I am thinking about problem 8-16 of the book Introduction to Riemannian Manifolds, by Lee. In it, we consider the manifold $G=SU(2)$, and the basis of its Lie algebra given by $X=\begin{pmatrix} 0&1\\ -1&0 \end{pmatrix}$, $Y=\begin{pmatrix} 0&i\\ i&0 \end{pmatrix}$, $Z=\begin{pmatrix} i&0\\ 0&-i \end{pmatrix}$, and for each $a>0$ we let $g_a$ be the left-invariant metric such that $X,Y,aZ$ are an orthonormal basis of $T_eG$.
The exercise tells us to prove that if $a\neq1$, then $(G,g_a)$ is not isotropic. Using the previous exercise (8-15), we see that if $(G,g_a)$ was isotropic, then it would have constant sectional curvature (which implies for example that the Ricci tensor is a scalar multiple of the metric), and I think I am supposed to derive some contradiction from there.

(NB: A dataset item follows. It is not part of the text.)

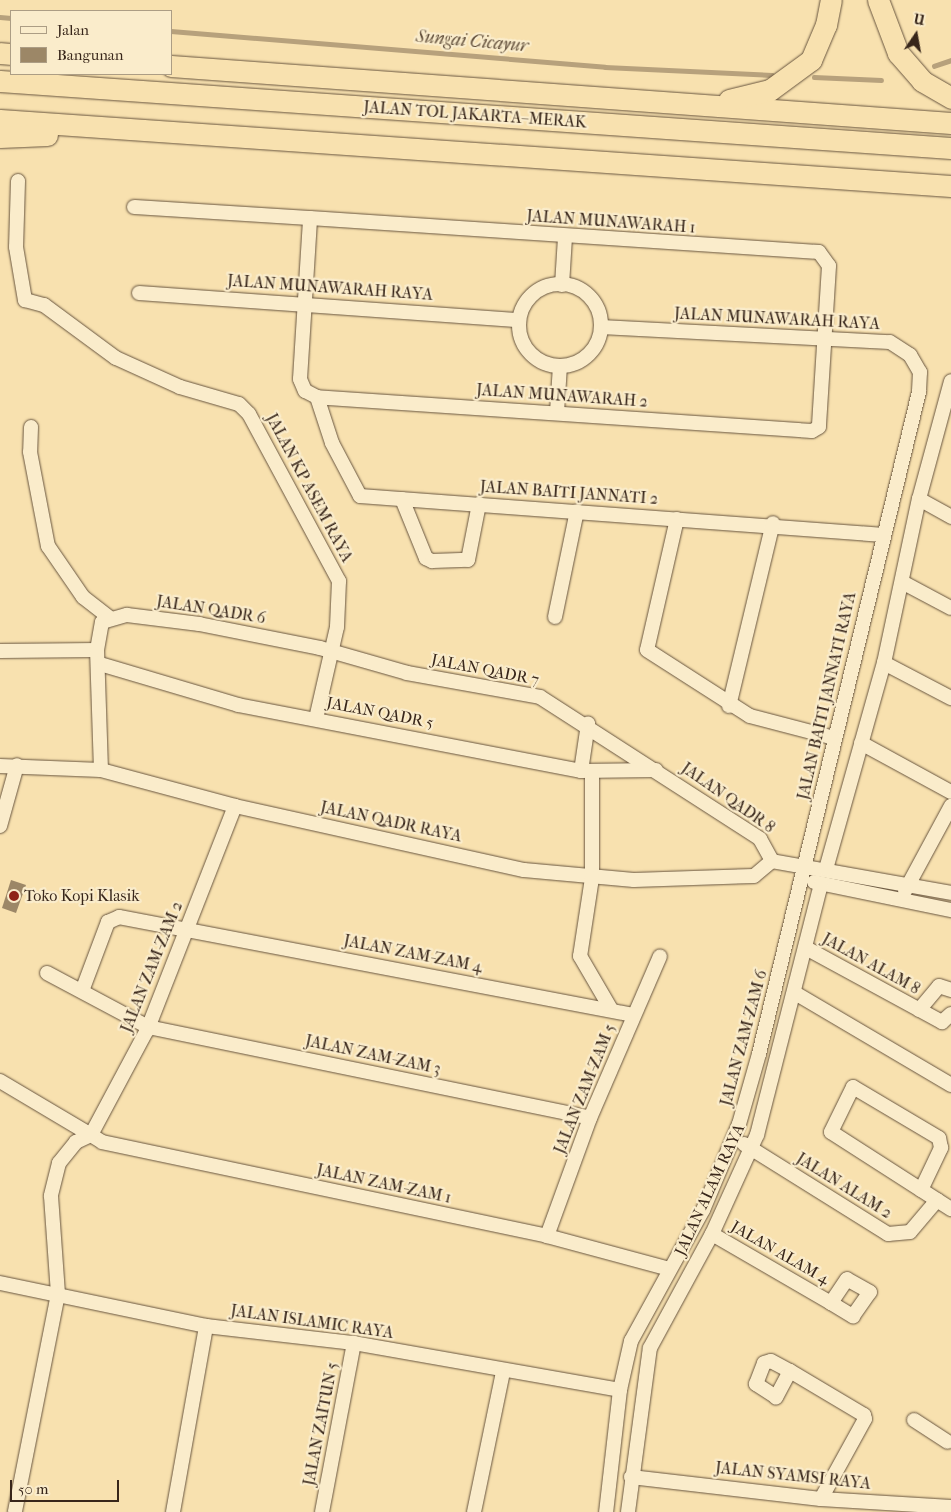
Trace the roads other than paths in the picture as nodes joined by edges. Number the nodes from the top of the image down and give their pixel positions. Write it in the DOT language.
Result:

But I am not sure how to do it without lots of computations (I tried with graph coordinates of $\mathbb{S}^3\equiv SU(2)$ but it didn't look nice).
So that is the question, is there a way to prove that $(G,g_a)$ is not isotropic without taking local coordinates and computing lots of things, or alternatively, are there some local coordinates in which the computations are not very painful?